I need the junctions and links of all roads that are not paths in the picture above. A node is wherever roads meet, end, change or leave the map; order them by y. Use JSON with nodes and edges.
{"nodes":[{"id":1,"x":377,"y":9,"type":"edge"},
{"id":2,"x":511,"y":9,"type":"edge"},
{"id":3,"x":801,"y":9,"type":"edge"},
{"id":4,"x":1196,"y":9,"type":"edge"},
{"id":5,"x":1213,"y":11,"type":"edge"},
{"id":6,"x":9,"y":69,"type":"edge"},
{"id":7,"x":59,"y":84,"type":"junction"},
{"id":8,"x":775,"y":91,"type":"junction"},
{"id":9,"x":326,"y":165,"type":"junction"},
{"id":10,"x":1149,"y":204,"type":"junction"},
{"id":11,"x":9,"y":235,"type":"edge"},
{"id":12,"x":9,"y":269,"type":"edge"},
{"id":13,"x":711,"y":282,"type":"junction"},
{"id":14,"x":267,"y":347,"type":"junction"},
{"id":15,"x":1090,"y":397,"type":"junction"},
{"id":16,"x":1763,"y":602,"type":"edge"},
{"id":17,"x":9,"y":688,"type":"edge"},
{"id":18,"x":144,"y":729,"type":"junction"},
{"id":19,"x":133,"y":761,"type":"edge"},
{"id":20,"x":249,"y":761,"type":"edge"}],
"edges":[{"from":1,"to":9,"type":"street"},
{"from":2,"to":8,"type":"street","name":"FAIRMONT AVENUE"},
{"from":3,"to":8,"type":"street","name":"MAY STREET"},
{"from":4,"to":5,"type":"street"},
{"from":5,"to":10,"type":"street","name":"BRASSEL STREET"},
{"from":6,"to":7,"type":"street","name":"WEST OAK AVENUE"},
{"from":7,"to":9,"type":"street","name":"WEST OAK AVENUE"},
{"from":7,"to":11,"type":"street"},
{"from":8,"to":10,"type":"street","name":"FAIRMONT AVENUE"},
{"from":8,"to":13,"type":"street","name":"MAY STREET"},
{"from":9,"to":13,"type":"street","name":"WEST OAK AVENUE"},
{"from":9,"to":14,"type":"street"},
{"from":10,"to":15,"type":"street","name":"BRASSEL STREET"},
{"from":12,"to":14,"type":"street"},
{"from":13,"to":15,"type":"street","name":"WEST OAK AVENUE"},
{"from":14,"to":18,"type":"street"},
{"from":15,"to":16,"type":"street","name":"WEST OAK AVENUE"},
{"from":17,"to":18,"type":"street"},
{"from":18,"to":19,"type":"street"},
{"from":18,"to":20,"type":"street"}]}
+++
§ TASK DIRECTIONS:
Throughout the material above, find each line with "edges" and return it.

§ EXPECTED OUTPUT:
I need the junctions and links of all roads that are not paths in the picture above. A node is wherever roads meet, end, change or leave the map; order them by y. Use JSON with nodes and edges.
"edges":[{"from":1,"to":9,"type":"street"},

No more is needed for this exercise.